The presence or threat of instability, major hemorrhage, vascular injury, acidosis, hypothermia, and/or coagulopathy is indications for damage control surgery [62]. When this pathway is entered, the operative goals are to decrease operative time to less than 1 hour, limit contamination, and control hemorrhage. Among patients that meet criteria for damage control laparotomy, there remains some controversy among civilian trauma centers as to whether the fascia should be left open in all cases with a planned “second look” as standard or selectively close the abdomen [63]. However, in the forward military setting, the abdomen is almost universally left open with a temporary closure device, partially to ensure full knowledge of injuries and intraabdominal interventions at higher echelons of care. At the conclusion of the procedure, communication of performed interventions is often written directly on the patient with indelible ink as a fail-safe for communication to higher echelons after evacuation.

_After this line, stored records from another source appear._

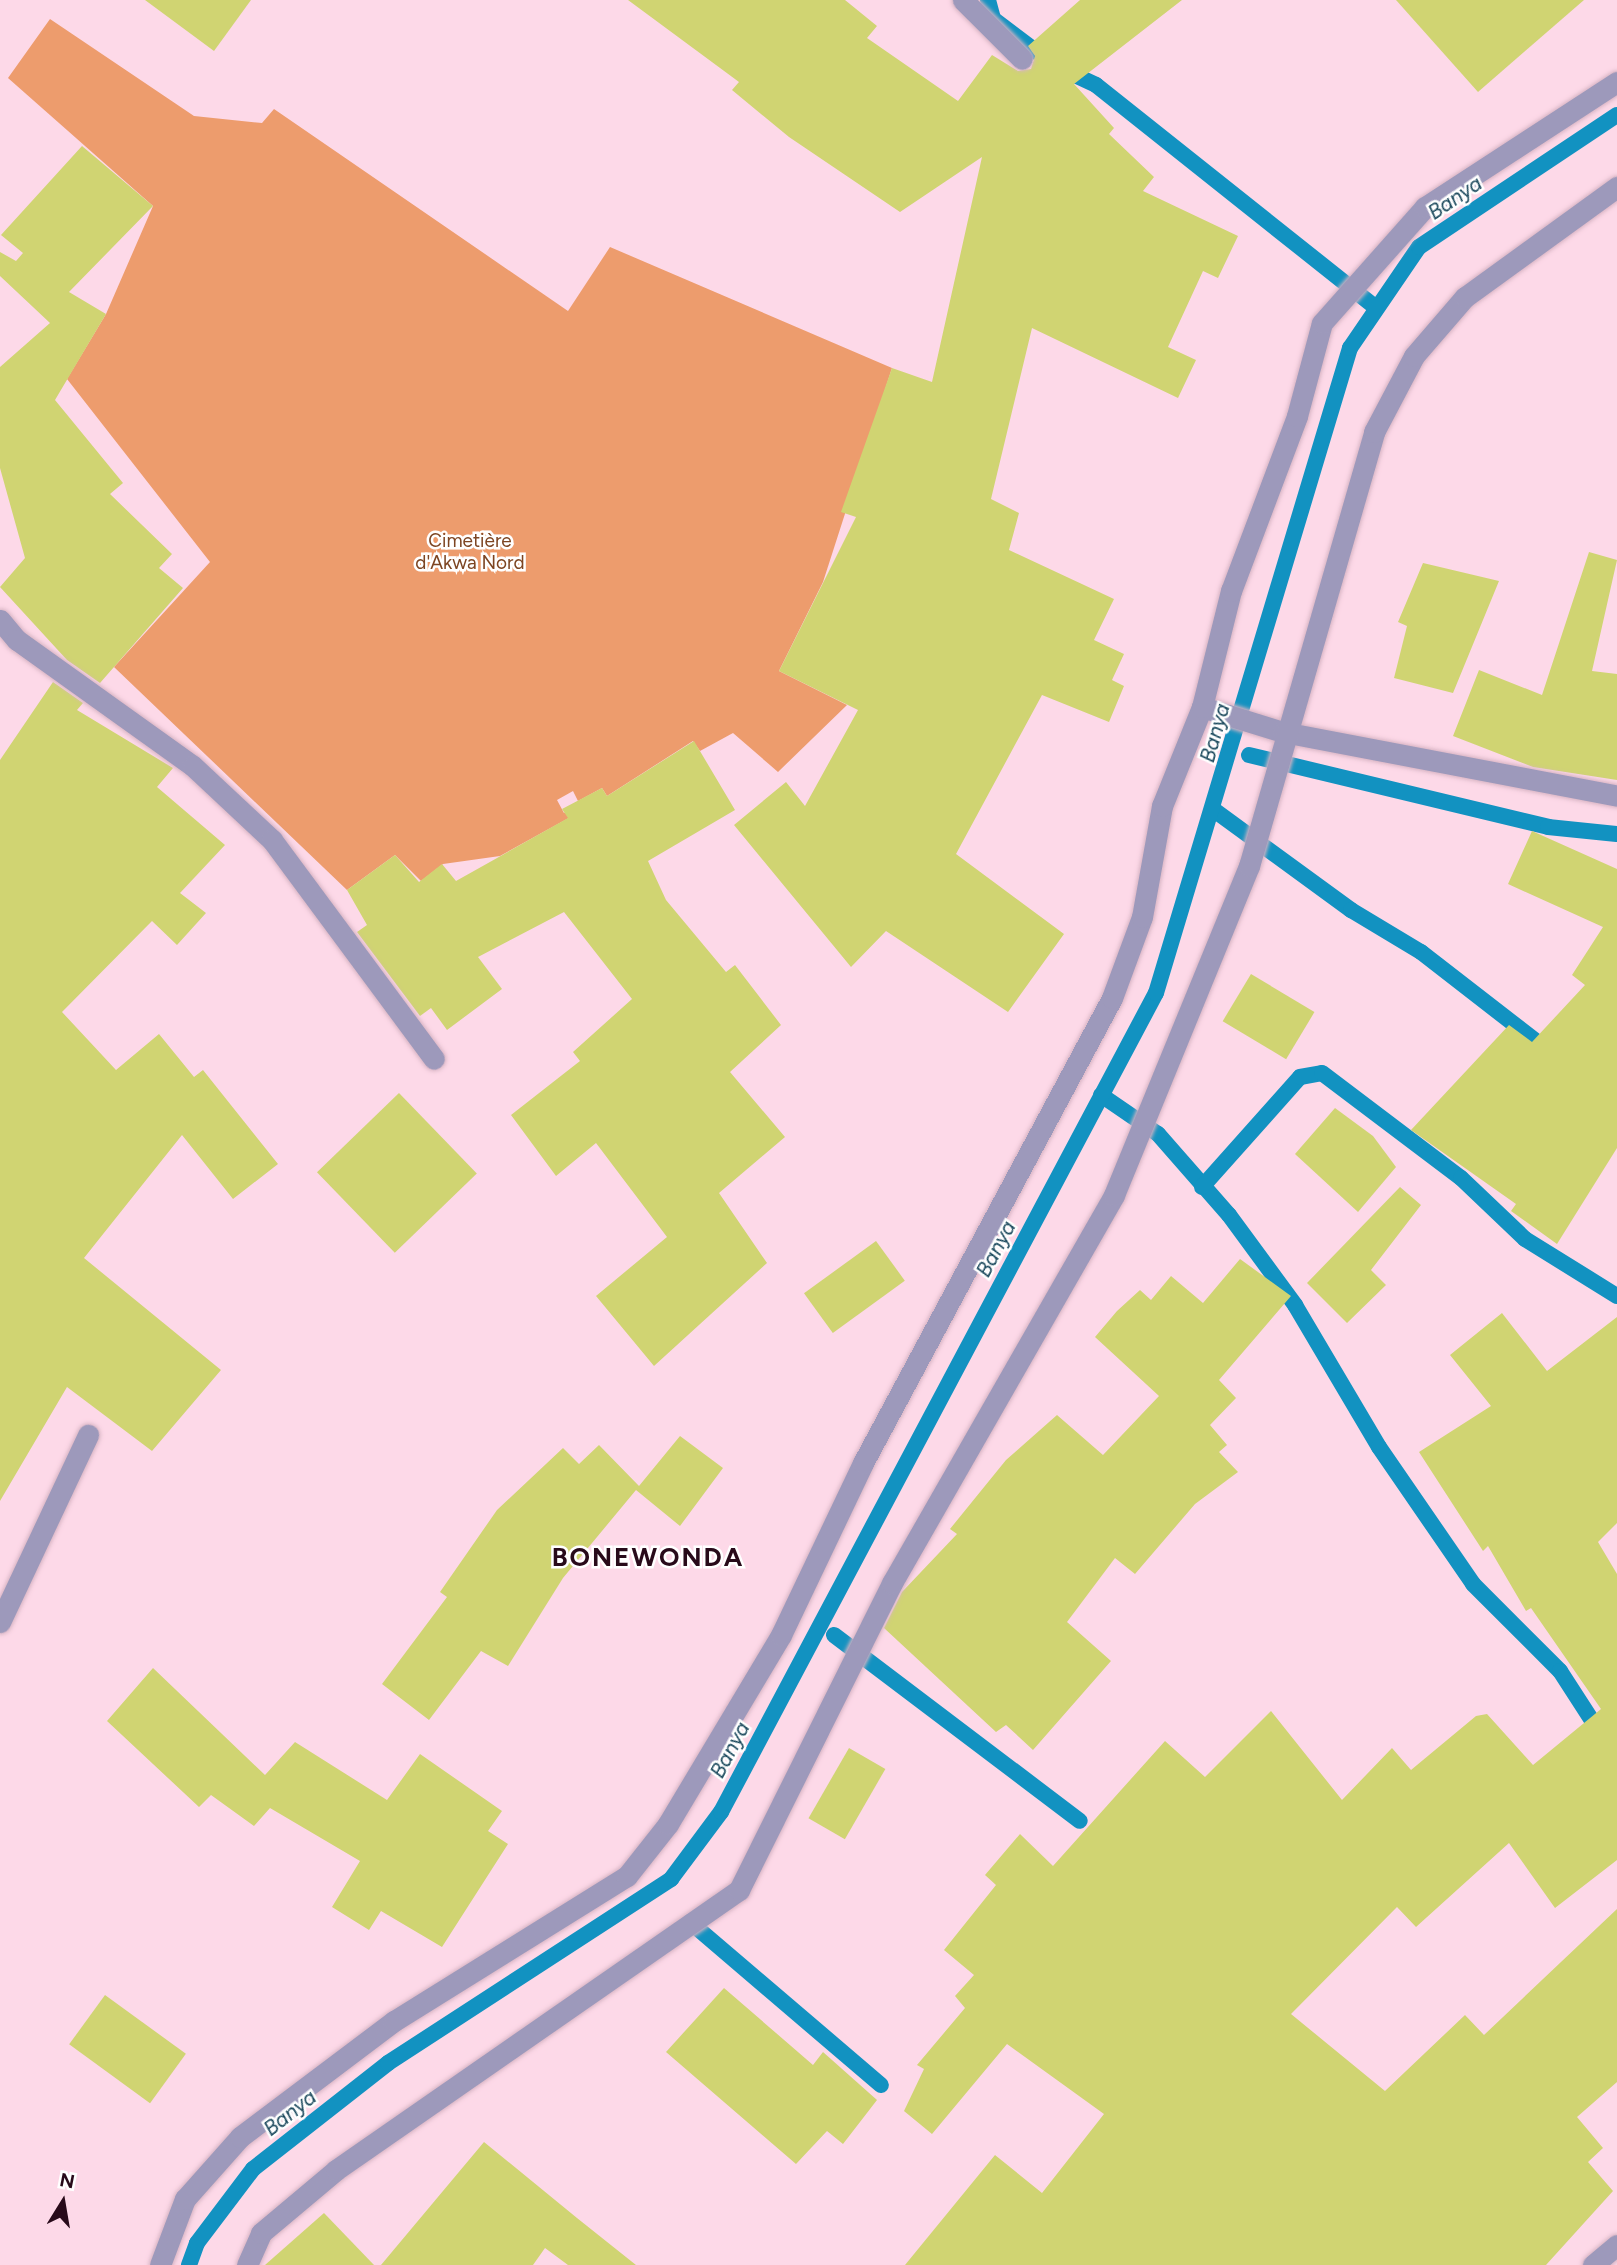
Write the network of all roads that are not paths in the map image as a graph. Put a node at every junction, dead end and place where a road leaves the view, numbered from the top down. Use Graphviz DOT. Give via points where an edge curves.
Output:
graph roads {
  1 [pos="963,0"];
  2 [pos="1022,59"];
  3 [pos="1617,82"];
  4 [pos="1617,187"];
  5 [pos="0,620"];
  6 [pos="1211,709"];
  7 [pos="1283,732"];
  8 [pos="1617,796"];
  9 [pos="434,1059"];
  10 [pos="88,1435"];
  11 [pos="0,1622"];
  12 [pos="1617,2245"];
  13 [pos="160,2265"];
  14 [pos="247,2265"];
  15 [pos="1593,2265"];
  1 -- 2 [label="street"];
  3 -- 6 [label="street" via="1425,207 1322,323 1297,416 1231,591"];
  4 -- 7 [label="street" via="1465,297 1414,356 1374,432"];
  5 -- 9 [label="street" via="17,640 193,766 272,840"];
  6 -- 7 [label="street"];
  6 -- 13 [label="street" via="1162,806 1142,917 1112,998 863,1463 781,1635 668,1824 627,1876 394,2021 240,2137 185,2199"];
  7 -- 8 [label="street"];
  7 -- 14 [label="street" via="1249,866 1114,1195 886,1594 739,1890 336,2170 261,2233"];
  10 -- 11 [label="street"];
  12 -- 15 [label="street"];
}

Non-compressible torso hemorrhage (NCTH) is a challenge in decreasing battlefield mortality due to limited means of directly controlling hemorrhage once at the MTF as well as at the pre-hospital phase. Resuscitative endovascular balloon occlusion of the aorta (REBOA) is being implemented in the combat environment to mitigate against NCTH. Endovascular access is gained through the femoral artery and an occlusive balloon is inflated either above the celiac axis (for suspected intraabdominal hemorrhage) or above the aortic bifurcation (for suspected pelvic hemorrhage). This technology was first developed during the Korean War by Colonel Carl Hughes [64]. It has only recently gained increased application in the current era of improvements in endovascular technology. REBOA is not a definitive procedure in and of itself, but rather a bridge-buying time to obtain direct vascular control. In patients with recent or impending vascular collapse, REBOA is an appealing alternative to resuscitative thoracotomy. However, further study is required to establish whether REBOA or resuscitative thoracotomy is superior. Currently, the use of REBOA in theaters of operation is guided by a Joint Trauma System Clinical Practice Guideline [65, 66].

Conclusion

After over a decade of involvement in the conflicts in Afghanistan and Iraq, the military medical community has made many advances—some learned and some re-discovered from past wars. One of the major developments has been the concept of damage control, which now is beginning to encompass all levels of care from the POI to definitive care. The concept of preventing or rapidly addressing the components of the “lethal triad” predicates all steps the combat casualty takes from preventive interventions, self-aid at the scene, initial responders, evacuation, surgical interventions, and transport.